How the same character and brand name launched on two Sega platforms in 1991 as entirely unrelated games
The Genesis Sonic the Hedgehog (1991), designed by Yuji Naka, Naoto Ohshima, and Hirokazu Yasuhara, was a speed platformer built around momentum physics: Sonic accumulated velocity through slopes, loops, and flat surfaces in ways that rewarded players who understood the relationship between terrain and speed. The game's visual design — at 320×224, with colours that exploited the Genesis's hardware — was a demonstration of the platform's capabilities and became Sega's primary argument against Nintendo's Super Nintendo in the North American console war. Green Hill Zone's checkered hills and rotating flowers were rendered at a fidelity that the NES could not approach and that the SNES would not launch for several months.

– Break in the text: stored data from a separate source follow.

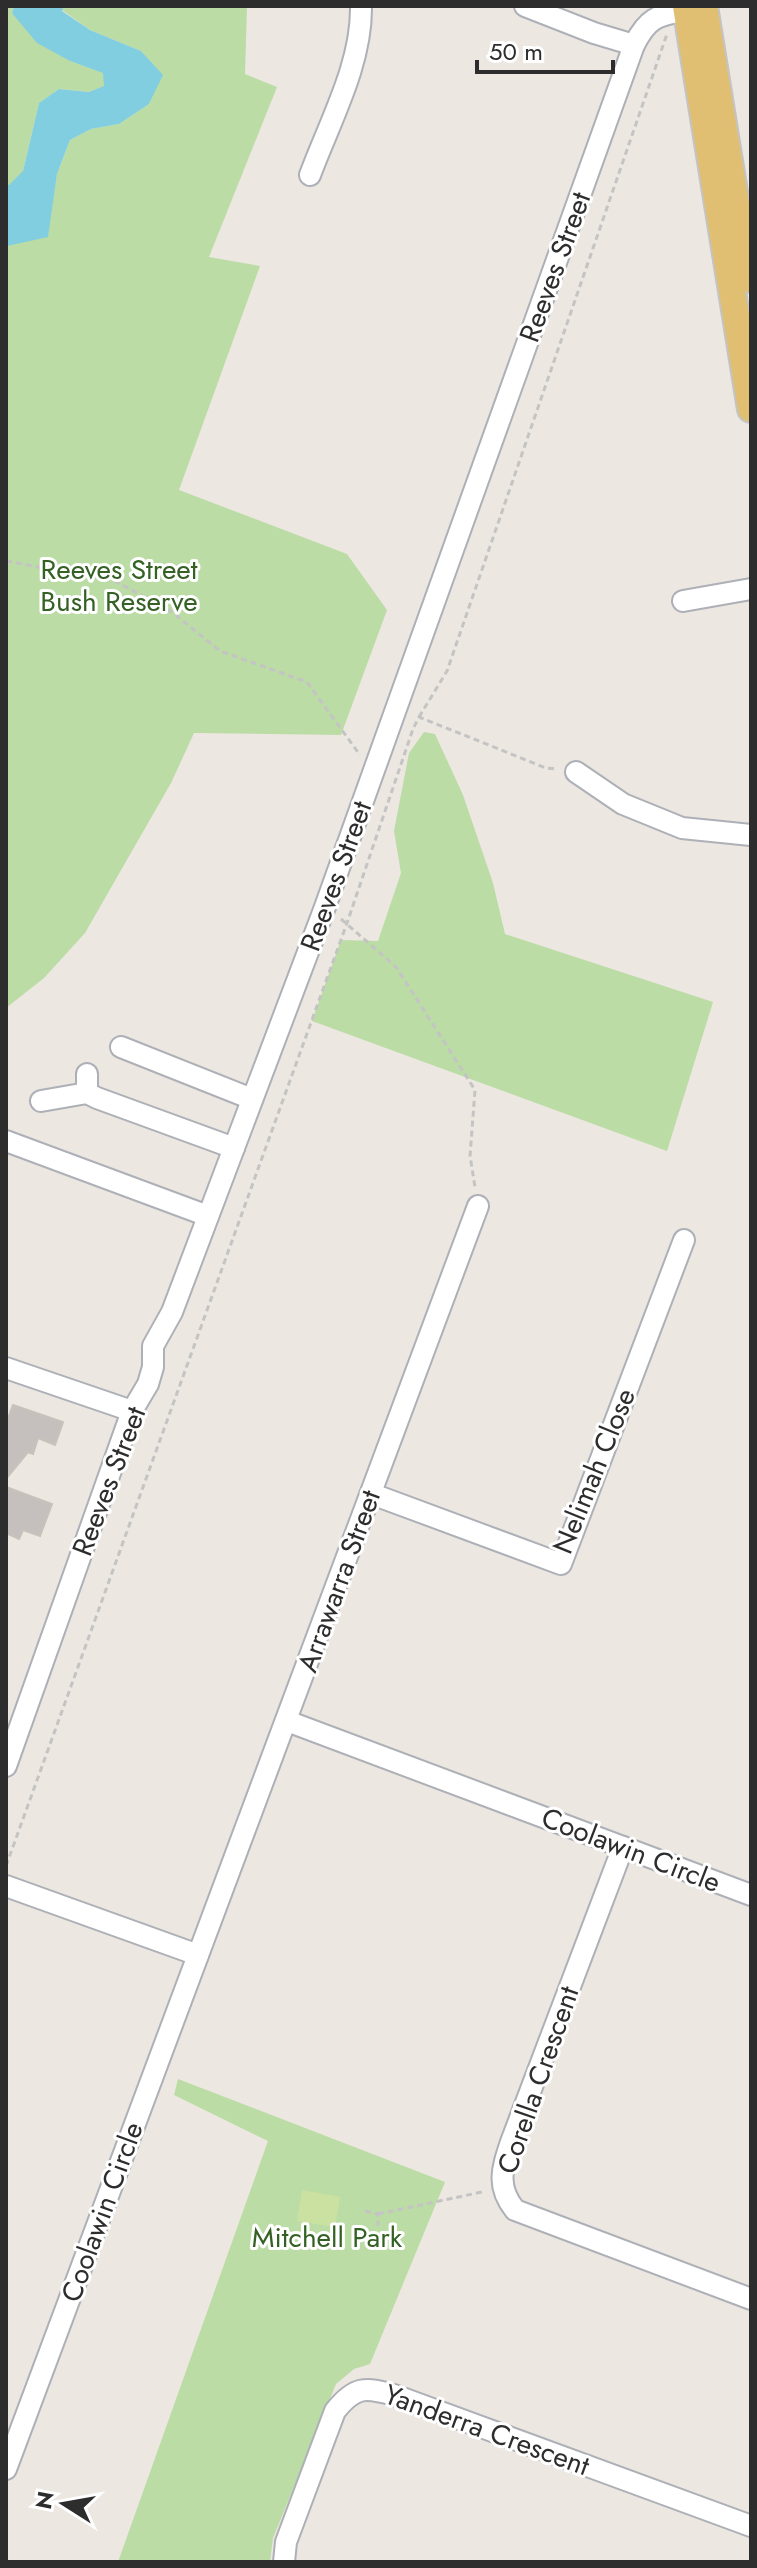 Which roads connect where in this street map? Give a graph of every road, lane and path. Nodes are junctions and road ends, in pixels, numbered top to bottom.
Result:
1 (361, 6) edge
2 (525, 6) edge
3 (687, 8) edge
4 (634, 45) junction
5 (702, 111) junction
6 (310, 175) dead end
7 (742, 185) edge
8 (741, 293) edge
9 (751, 409) edge
10 (6, 561) edge
11 (751, 589) edge
12 (683, 601) dead end
13 (419, 717) junction
14 (365, 741) dead end
15 (576, 772) joint
16 (751, 835) edge
17 (325, 907) junction
18 (347, 923) junction
19 (121, 1047) dead end
20 (252, 1099) junction
21 (41, 1101) dead end
22 (6, 1141) edge
23 (234, 1148) junction
24 (478, 1206) joint
25 (208, 1216) junction
26 (684, 1240) dead end
27 (6, 1368) edge
28 (132, 1411) junction
29 (372, 1494) junction
30 (287, 1721) junction
31 (6, 1766) edge
32 (623, 1847) junction
33 (6, 1866) edge
34 (6, 1886) edge
35 (751, 1895) edge
36 (198, 1955) junction
37 (482, 2192) dead end
38 (365, 2211) dead end
39 (378, 2214) junction
40 (378, 2226) dead end
41 (751, 2299) edge
42 (6, 2469) edge
43 (751, 2526) edge
44 (284, 2562) edge

1 - 6 street
2 - 4 street
3 - 4 street, Reeves Street
3 - 5 main road
3 - 7 main road
3 - 13 path
4 - 17 street, Reeves Street
5 - 7 main road
5 - 8 main road
7 - 8 main road
8 - 9 main road
10 - 14 path
11 - 12 street
13 - 15 path
13 - 18 path
15 - 16 street
17 - 18 path
17 - 20 street, Reeves Street
18 - 24 path
18 - 33 path
19 - 20 street
20 - 23 street, Reeves Street
21 - 23 street
22 - 25 street
23 - 25 street, Reeves Street
24 - 29 street, Arrawarra Street
25 - 28 street, Reeves Street
26 - 29 street, Nelimah Close
27 - 28 street
28 - 31 street, Reeves Street
29 - 30 street, Arrawarra Street
30 - 32 street, Coolawin Circle
30 - 36 street, Arrawarra Street
32 - 35 street, Coolawin Circle
32 - 41 street, Corella Crescent
34 - 36 street
36 - 42 street, Coolawin Circle
37 - 39 path
38 - 39 path
39 - 40 path
43 - 44 street, Yanderra Crescent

The Master System version of Sonic the Hedgehog, developed by Ancient (Yuzo Koshiro's company), was a different game using the same character. The levels were not simplified versions of the Genesis stages — they were new designs built for the Master System's hardware capabilities: 256×192 resolution, 16 simultaneous colours from a palette of 64, a Z80 CPU running at 3.58 MHz. The momentum physics of the Genesis version were present in reduced form; the visual complexity of the loop-the-loops and pinball sequences was simplified to what the Master System's sprite and background hardware could render.

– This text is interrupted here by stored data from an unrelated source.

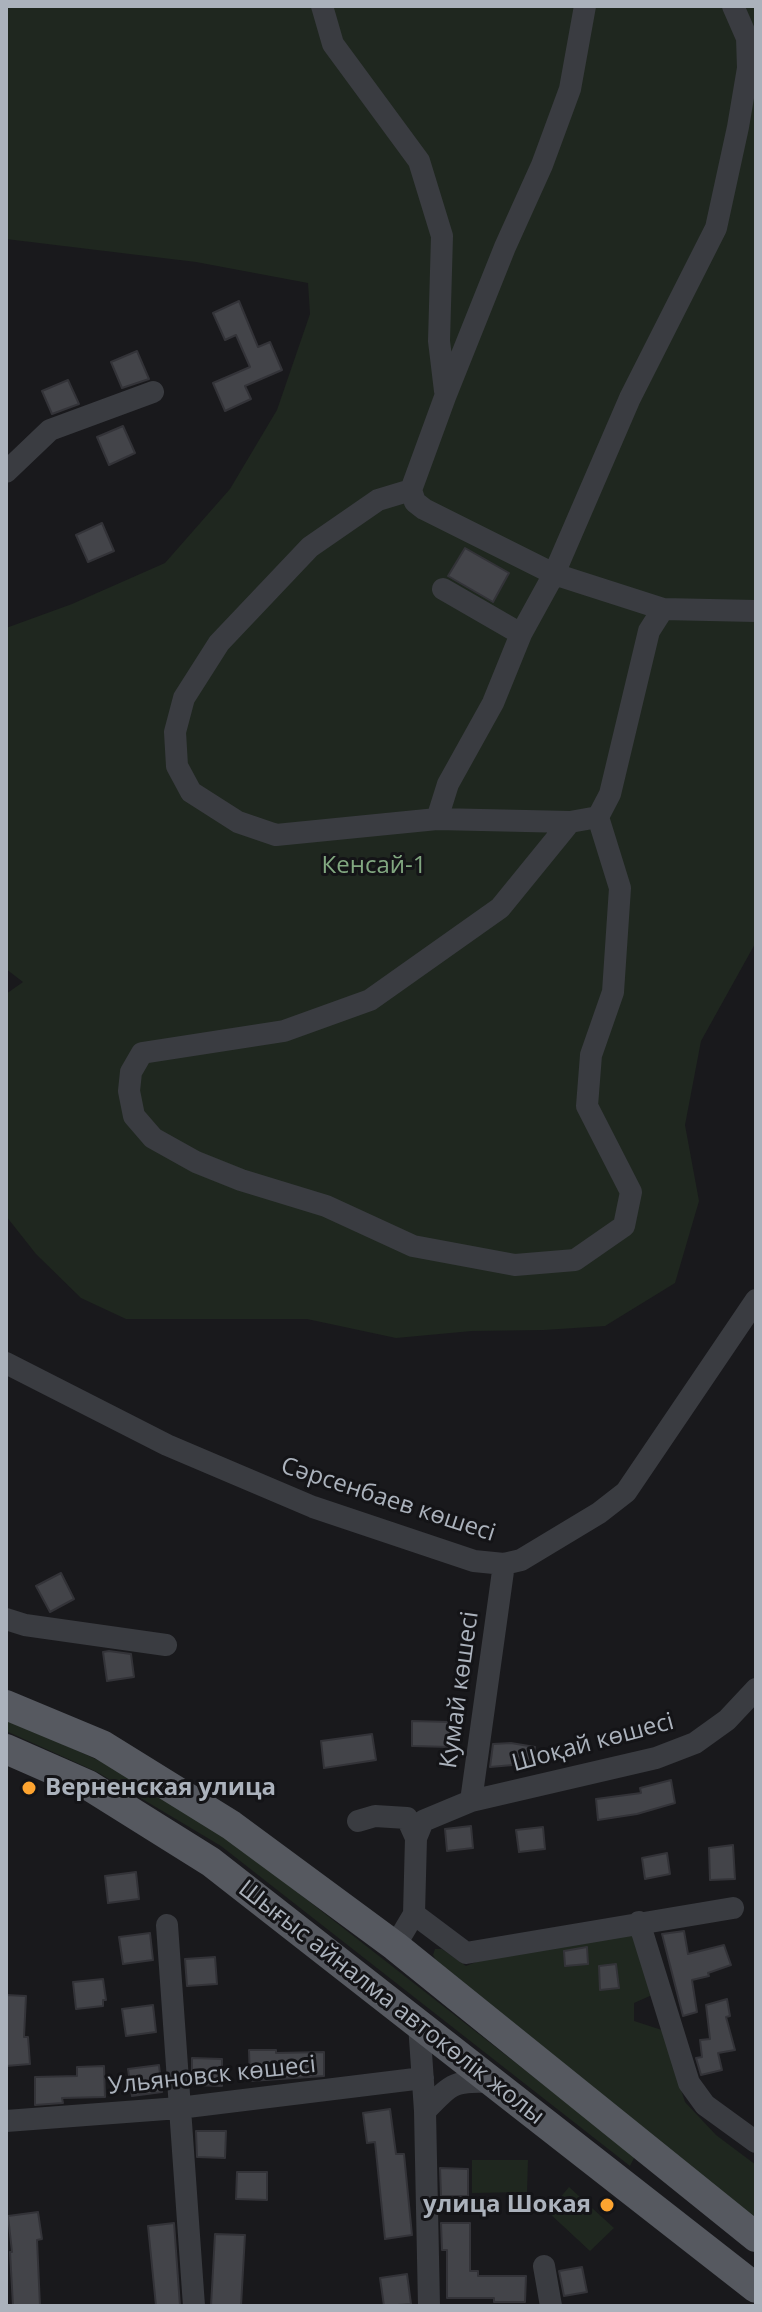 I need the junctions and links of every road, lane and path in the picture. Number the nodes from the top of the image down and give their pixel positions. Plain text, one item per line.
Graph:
1 (322, 6) edge
2 (585, 6) edge
3 (733, 6) edge
4 (153, 392) dead end
5 (445, 397) junction
6 (6, 472) edge
7 (411, 490) junction
8 (554, 574) junction
9 (443, 589) dead end
10 (663, 609) junction
11 (756, 611) edge
12 (521, 634) junction
13 (598, 817) junction
14 (437, 819) junction
15 (570, 822) junction
16 (756, 1300) edge
17 (6, 1363) edge
18 (504, 1564) junction
19 (6, 1619) edge
20 (166, 1645) dead end
21 (756, 1689) edge
22 (6, 1705) edge
23 (6, 1749) edge
24 (471, 1801) junction
25 (358, 1821) dead end
26 (416, 1838) junction
27 (733, 1908) dead end
28 (414, 1914) junction
29 (639, 1922) junction
30 (167, 1925) dead end
31 (395, 1946) junction
32 (419, 2024) junction
33 (423, 2078) junction
34 (496, 2082) junction
35 (179, 2108) junction
36 (425, 2111) junction
37 (6, 2121) edge
38 (756, 2142) edge
39 (756, 2237) edge
40 (544, 2266) dead end
41 (756, 2288) edge
42 (194, 2306) edge
43 (429, 2306) edge
44 (551, 2306) edge

1 - 5 street
2 - 5 street
3 - 8 street
4 - 6 street
5 - 7 street
7 - 8 street
7 - 14 street
8 - 10 street
8 - 12 street
9 - 12 street
10 - 11 street
10 - 13 street
12 - 14 street
13 - 15 street
13 - 15 street
14 - 15 street
16 - 18 street, Сәрсенбаев көшесі
17 - 18 street, Сәрсенбаев көшесі
18 - 24 street, Кумай көшесі
19 - 20 street
21 - 24 street, Шоқай көшесі
22 - 31 main road
23 - 32 main road, Шығыс айналма автокөлік жолы
24 - 26 street, Кумай көшесі
25 - 26 street
26 - 28 street
27 - 29 street
28 - 29 street
28 - 31 street
29 - 38 street
30 - 35 street
31 - 39 main road
32 - 33 street
32 - 34 main road, Шығыс айналма автокөлік жолы
33 - 35 street, Ульяновск көшесі
33 - 36 street
34 - 36 street
34 - 41 main road, Шығыс айналма автокөлік жолы
35 - 37 street, Ульяновск көшесі
35 - 42 street
36 - 43 street
40 - 44 street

In Europe, where the Master System maintained a significant installed base through the early 1990s, the Master System version was many players' introduction to Sonic. The character and branding were identical; the game was different in level design, visual presentation, and feel. European players who later played the Genesis version encountered what was, in effect, a different Sonic game with the same protagonist — more polished, more technically demanding, but a distinct experience from the 8-bit version they had known.

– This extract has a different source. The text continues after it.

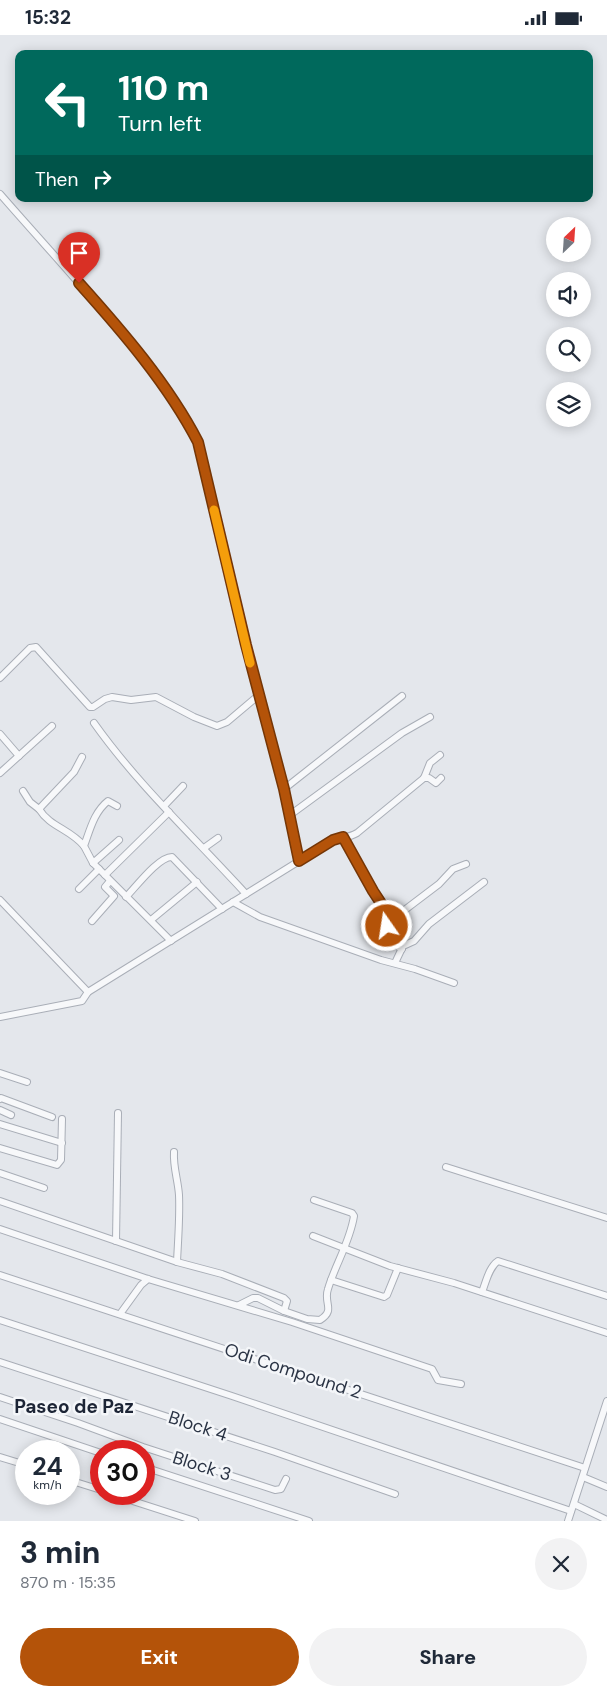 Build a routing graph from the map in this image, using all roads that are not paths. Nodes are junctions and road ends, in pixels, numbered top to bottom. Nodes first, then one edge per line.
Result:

In Brazil, TecToy — the local Sega licensee — manufactured and sold the Master System through the 1990s and into the 2000s, producing new games for the platform years after Sega had discontinued it globally. TecToy's Sonic versions were sold on cartridge to Brazilian players on hardware that European players had retired; new Sonic games — including ports of Game Gear titles and original compilations — appeared on the Brazilian Master System into the mid-1990s. The platform's extended Brazilian life meant that Sonic's 8-bit incarnation had a market, a player community, and ongoing software support in Brazil that it had nowhere else in the world — a regional gaming culture built around hardware that the manufacturer had discontinued and forgotten.